__YOUR OBJECTIVE__. Whenever a line in the records below contains "their", pick it out.

__RECORDED DATA__.
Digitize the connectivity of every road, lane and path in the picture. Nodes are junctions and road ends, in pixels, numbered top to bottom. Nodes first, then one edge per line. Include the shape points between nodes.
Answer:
---
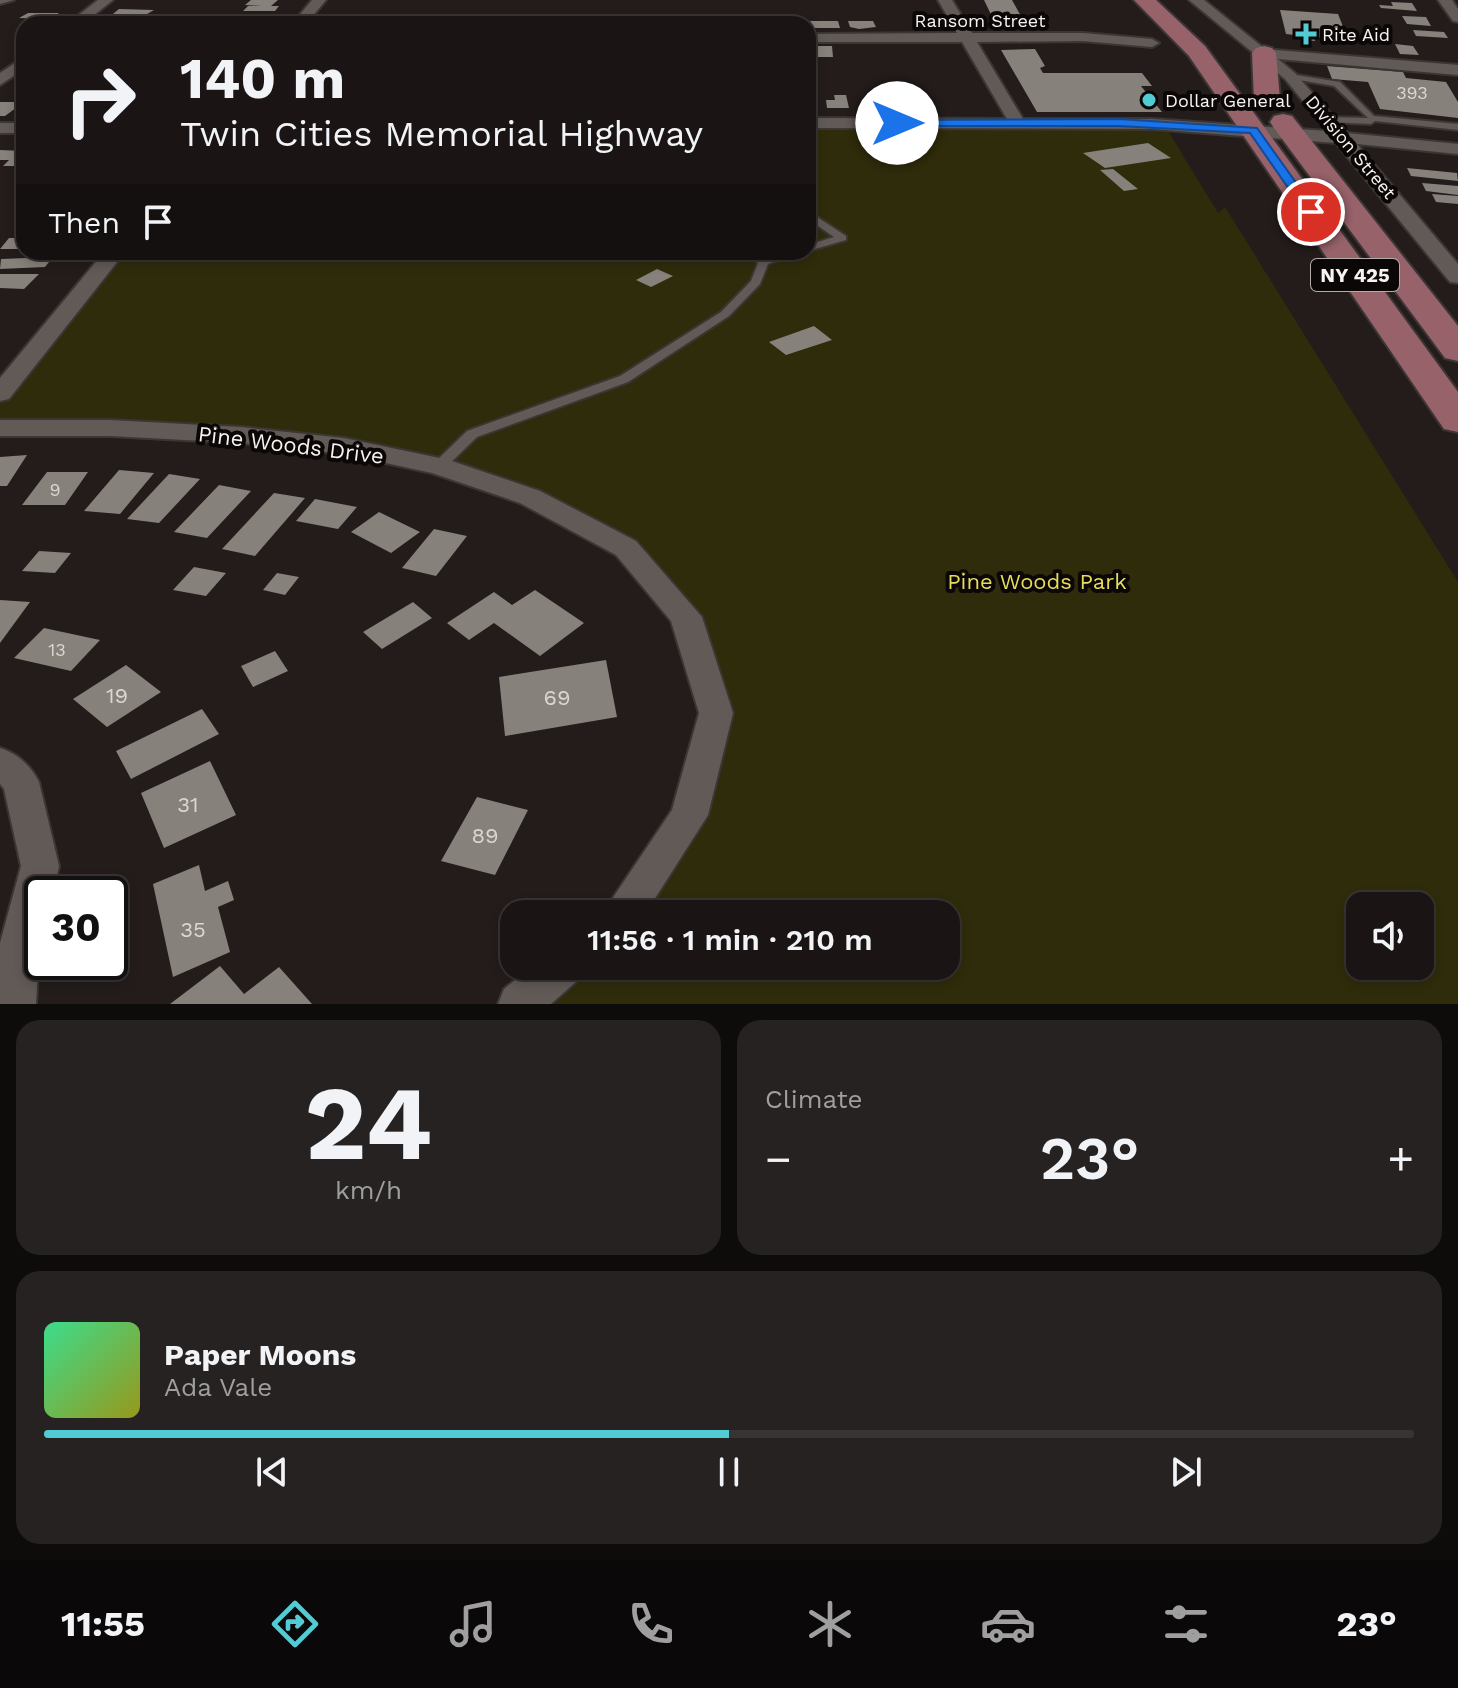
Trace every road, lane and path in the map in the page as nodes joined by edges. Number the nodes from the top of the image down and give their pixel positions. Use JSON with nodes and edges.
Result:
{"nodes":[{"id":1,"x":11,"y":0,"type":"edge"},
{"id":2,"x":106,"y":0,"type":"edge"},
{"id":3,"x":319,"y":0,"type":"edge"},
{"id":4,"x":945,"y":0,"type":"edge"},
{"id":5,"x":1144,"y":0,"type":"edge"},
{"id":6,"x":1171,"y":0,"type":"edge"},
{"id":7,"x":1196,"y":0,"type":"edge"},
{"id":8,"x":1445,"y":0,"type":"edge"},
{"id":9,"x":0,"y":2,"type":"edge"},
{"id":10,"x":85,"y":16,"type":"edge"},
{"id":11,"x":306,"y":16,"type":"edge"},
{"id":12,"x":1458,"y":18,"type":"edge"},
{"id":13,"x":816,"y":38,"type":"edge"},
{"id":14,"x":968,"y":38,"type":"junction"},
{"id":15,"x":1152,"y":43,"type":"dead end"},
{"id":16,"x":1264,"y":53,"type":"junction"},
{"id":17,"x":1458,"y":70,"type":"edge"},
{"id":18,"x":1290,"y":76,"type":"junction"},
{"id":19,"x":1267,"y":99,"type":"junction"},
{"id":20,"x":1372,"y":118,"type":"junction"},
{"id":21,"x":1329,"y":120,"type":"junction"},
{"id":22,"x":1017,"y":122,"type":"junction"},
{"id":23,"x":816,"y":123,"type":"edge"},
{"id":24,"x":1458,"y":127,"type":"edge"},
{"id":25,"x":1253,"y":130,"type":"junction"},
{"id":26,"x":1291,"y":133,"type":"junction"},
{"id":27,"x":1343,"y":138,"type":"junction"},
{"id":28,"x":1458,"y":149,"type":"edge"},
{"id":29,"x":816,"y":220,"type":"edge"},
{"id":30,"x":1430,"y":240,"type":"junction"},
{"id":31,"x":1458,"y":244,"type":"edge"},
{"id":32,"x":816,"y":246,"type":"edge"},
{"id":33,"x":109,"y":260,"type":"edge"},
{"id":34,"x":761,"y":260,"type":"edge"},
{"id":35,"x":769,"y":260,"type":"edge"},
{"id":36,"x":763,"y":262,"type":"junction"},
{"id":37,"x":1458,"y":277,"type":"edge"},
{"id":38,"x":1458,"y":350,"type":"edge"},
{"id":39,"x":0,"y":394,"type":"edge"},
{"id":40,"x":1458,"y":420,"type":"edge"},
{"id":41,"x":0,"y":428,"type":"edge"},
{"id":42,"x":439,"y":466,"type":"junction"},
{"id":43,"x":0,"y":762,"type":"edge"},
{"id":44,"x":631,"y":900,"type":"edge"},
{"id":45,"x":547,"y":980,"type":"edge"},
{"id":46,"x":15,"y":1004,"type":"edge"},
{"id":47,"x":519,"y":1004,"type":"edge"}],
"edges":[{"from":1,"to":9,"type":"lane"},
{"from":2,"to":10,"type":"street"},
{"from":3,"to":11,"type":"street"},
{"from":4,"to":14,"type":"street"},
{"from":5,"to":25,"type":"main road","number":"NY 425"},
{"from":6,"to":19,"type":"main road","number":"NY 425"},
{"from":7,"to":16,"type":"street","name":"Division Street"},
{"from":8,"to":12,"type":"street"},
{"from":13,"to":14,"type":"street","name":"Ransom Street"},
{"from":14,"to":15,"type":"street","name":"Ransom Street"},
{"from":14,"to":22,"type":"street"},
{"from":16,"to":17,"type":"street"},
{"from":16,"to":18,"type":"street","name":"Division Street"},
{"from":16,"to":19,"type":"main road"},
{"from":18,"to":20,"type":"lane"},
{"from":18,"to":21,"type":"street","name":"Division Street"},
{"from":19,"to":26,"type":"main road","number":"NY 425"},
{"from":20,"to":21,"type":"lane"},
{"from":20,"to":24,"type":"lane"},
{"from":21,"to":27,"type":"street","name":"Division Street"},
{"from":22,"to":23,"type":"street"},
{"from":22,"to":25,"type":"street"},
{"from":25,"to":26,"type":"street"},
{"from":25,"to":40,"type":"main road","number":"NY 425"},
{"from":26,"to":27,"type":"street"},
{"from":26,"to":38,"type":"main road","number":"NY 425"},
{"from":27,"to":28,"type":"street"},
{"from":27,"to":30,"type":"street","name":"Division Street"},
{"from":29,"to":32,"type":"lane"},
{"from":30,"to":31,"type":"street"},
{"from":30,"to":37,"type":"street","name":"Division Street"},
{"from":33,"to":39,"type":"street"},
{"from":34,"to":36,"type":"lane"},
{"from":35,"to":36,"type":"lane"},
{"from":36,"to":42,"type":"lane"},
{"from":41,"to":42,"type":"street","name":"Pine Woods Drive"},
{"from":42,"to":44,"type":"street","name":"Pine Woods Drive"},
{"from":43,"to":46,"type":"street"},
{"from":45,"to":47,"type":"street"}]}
* * *
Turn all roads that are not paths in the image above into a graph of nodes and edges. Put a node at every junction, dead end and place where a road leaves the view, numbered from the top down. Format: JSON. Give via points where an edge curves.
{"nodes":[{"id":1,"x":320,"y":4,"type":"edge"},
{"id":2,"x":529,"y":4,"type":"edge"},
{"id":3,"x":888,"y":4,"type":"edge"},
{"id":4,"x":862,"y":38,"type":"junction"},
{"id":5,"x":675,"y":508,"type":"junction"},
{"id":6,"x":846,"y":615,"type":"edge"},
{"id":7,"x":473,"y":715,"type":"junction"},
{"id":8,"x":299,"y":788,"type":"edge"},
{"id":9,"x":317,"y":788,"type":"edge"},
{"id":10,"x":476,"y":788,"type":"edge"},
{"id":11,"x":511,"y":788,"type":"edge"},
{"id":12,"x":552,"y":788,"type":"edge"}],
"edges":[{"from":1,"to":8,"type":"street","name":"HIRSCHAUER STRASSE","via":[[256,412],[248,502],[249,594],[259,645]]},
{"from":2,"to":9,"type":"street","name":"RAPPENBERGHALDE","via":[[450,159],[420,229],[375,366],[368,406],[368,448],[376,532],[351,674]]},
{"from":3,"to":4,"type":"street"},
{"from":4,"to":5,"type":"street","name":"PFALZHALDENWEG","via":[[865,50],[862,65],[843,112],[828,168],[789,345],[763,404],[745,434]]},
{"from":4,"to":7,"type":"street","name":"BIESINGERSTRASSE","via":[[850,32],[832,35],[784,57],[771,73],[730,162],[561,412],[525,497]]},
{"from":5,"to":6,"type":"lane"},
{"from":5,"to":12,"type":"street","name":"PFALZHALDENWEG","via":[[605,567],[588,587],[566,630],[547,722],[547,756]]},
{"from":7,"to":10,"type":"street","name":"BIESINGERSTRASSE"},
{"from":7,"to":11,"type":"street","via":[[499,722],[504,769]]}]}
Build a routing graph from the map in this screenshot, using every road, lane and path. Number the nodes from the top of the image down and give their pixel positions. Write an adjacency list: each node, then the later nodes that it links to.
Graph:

__TASK OUTPUT__.
Trace every road, lane and path in the map in the page as nodes joined by edges. Number the nodes from the top of the image down and give their pixel positions. Use JSON with nodes and edges.
Build a routing graph from the map in this screenshot, using every road, lane and path. Number the nodes from the top of the image down and give their pixel positions. Write an adjacency list: each node, then the later nodes that it links to.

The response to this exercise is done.